In a recent live review of local soft rock quartet Outcry, I described them as a hybrid of Interpol and Elton John. I realise that such a description may not be the most needle-sharp and that the faithful readership of Oxbands demands more. Can I do better when describing their recorded work?

Before I do, you should know that Outcry are mixed up with some of the least cool institutions in modern England, namely ‘Britain’s Got Talent’ and Jamie Oliver (who listed them as one of his twenty four favourite unsigned bands. Remember that this was the man that gave Toploader a career before attaching any importance to this endorsement). Still, let’s keep an open mind.

On balance, I like about half of it. David McMahon is an intuitive, soulful singer and on potent, minor-key songs like ‘Lonely Nights’ and ‘Darkness’ he exudes charisma and class. He is backed by highly competent musicians who sometimes betray their callowness by egregious Santanaesque guitar solos and piano glissandos, but there is plenty here for a decent producer to work with. There’s nothing very new, but it’s stylish and unusual for Oxford. If you only listen to a single Outcry song, try the excellent ‘Lonely Nights’ which boasts a superb Otis Redding-influenced vocal which even betrays a touch of acridity at some points. This will no doubt distress Simon Cowell. Fuck ‘im.

In contrast, best steer clear of glutinous ballads such ‘Diehard Lover’, unless you are compiling a ‘Friday Afternoon Cheese’ CD. Other numbers are hard to remember, such as the competent but colourless ‘Moving’ which brings us far too close to Elton John (dismissed, superbly, in about 1973 by Robert Christgau as a ‘puling phoney’- can anyone add anything?). The acoustic guitar solos on this song are of the sort that you used to get at 22.55 on Channel Five before it got all Tim Marlowe-and-public-service on us.

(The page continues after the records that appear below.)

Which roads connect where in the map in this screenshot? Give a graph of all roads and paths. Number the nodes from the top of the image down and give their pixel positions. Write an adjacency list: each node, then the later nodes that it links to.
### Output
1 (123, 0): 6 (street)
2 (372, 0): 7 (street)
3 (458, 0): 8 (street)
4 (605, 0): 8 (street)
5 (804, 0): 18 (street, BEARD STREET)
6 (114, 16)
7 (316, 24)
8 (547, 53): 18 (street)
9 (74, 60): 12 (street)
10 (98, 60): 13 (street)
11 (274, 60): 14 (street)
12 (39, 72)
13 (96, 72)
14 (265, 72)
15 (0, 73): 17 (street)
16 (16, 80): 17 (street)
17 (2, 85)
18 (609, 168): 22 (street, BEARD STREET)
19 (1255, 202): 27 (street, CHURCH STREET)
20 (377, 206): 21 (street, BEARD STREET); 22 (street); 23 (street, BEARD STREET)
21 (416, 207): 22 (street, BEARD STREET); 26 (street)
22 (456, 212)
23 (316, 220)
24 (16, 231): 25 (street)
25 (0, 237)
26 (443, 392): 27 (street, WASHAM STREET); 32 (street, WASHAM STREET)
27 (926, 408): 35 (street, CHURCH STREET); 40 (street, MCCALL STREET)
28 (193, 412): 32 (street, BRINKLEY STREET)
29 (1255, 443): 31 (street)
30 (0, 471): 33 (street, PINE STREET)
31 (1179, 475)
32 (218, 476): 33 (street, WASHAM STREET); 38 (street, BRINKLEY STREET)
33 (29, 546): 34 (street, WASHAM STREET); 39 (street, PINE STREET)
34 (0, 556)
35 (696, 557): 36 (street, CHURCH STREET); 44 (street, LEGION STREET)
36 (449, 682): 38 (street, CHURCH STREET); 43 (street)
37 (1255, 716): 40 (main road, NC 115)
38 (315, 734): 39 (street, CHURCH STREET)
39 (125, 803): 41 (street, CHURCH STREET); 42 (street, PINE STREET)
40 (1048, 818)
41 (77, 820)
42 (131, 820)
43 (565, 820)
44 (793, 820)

As I say, half of this is worth hearing. Sometimes innocuous, sometimes cynically commercial, Outcry nevertheless have a few big tunes which a monster audience can enjoy. If they go on to success, let’s hope they do it the right way, by which I mean building up an organic following, rather than winning the theatre of stupidity that is BGT. And hopefully Jamie Oliver will have been long-since throttled by an irate Rotherham pie eater when their first record goes platinum.